La versione ufficiale ha delle enormi lacune e in alcuni punti offende e insulta l”intelligenza della popolazione mondiale. Quel giorno tutte le leggi della fisica, dell”ingegneria sono state sospese; persino la linguistica ha subito nuove interpretazioni (prima dell”11 settembre col termine pull it s”intendeva “buttatela giù” mentre dopo gli attentati diviene “evacuatela”).
In questi dieci anni credo di aver letto (quasi) tutto quello che è stato scritto, aver visto (quasi) tutti i documentari sull”argomento, ho poi tratto ispirazione dalle tesi di giornalisti e studiosi quali Massimo Mazzucco e Giulietto Chiesa e Paolo Attivissimo.
Sono andato in scena solo quando mi sono sentito pronto sull”argomento, in tutti i suoi aspetti e risvolti, e dopo aver superato la fase emotiva raggiungendo la lucidità e l”equilibrio necessari per rappresentare tutti e tre i personaggi.

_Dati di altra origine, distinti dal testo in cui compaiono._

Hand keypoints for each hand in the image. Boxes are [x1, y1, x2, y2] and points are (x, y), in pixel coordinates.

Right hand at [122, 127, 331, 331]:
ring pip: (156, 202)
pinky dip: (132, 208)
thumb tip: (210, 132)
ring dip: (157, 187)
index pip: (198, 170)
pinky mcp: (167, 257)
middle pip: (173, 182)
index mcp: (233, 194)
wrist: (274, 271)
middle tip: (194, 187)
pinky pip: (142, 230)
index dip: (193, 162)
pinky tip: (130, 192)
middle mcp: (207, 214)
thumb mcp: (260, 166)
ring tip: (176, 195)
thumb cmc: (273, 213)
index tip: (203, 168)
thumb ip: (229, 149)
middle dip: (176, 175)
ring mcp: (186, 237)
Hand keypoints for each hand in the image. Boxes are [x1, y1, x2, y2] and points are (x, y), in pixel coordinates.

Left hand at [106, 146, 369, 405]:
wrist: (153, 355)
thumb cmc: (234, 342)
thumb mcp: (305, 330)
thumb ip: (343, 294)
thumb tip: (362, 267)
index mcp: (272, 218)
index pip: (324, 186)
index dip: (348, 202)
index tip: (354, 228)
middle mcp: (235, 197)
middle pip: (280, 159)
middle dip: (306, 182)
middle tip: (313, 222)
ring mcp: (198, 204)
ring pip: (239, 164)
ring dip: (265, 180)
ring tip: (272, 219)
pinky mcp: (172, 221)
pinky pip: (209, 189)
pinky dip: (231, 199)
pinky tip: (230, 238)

Perché ha pensato di raccontare tutto questo a teatro?
Il mio teatro nasce dalle mie personali esigenze prima come cittadino del mondo e poi come artista.
Dopo l”omicidio di Anna Politkovskaja ho sentito la necessità di struccarmi, di togliere il  cerone dal mio volto di attore per tuffarmi completamente nella  realtà . Ho elaborato un progetto triennale di teatro d”impegno civile, un viaggio sui binari della corretta informazione, attraverso le stazioni dell”assurdità umana, con fermate previste in Russia, Stati Uniti ed Italia su temi di scottante attualità , nel nome di una donna che “scriveva quello che vedeva”come la Politkovskaja senza dimenticare il contributo di Ilaria Alpi, Antonio Russo, Giancarlo Siani.
Nel mio “teatro civile”, fatto onestamente e in maniera altrettanto civile, artisti e pubblico sono parti essenziali di un unico progetto: una piccola ma significativa rivoluzione dal basso per riappropriarsi del timone di una nave alla deriva e ricondurla nel porto di un mondo migliore (visto che il comandante è stato il primo a svignarsela!)
Ci spiega come ha deciso di strutturare questa messa in scena?
Insieme a Carmen Femiano e a Giuseppe De Vita abbiamo ricostruito a teatro un vero e proprio reality, partendo da una serie di quesiti: – il reality è teatro? – E poi – “Il grande fratello” può essere visto come una sorta di “deus ex machina” di euripidiana memoria? – Visto l”enorme successo della formula televisiva e la crisi nella quale è sprofondato il nostro Teatro, ho deciso di sfruttare gli ingredienti dei realities televisivi portandoli sulle tavole del palcoscenico. Dopo anni di facile televoto da comode poltrone casalinghe su temi di indubbia inutilità sociale, si passa a scomode poltrone teatrali per affrontare scomodi temi di indubbio valore sociale, come l”informazione e la disinformazione sulla strage dell”11 settembre.
Lei ha già dedicato un suo lavoro ad Anna Politkovskaja, cosa vorrebbe dirci che la libertà di stampa e di pensiero rappresentano argomenti per i quali bisogna ancora battersi perché ancora lontani da una piena applicazione?
Ad Anna Politkovskaja sarò grato per sempre per aver risvegliato in me una sana rabbia civile. Sulla sua tomba  ho fatto una promessa: raggiungere Beslan ed aiutare i bambini superstiti della strage del 2004. Promessa mantenuta con il progetto “Una videoteca per Beslan”.
La libertà di stampa e di pensiero sono delle conquiste giornaliere che una volta ottenute vanno difese con battaglie quotidiane.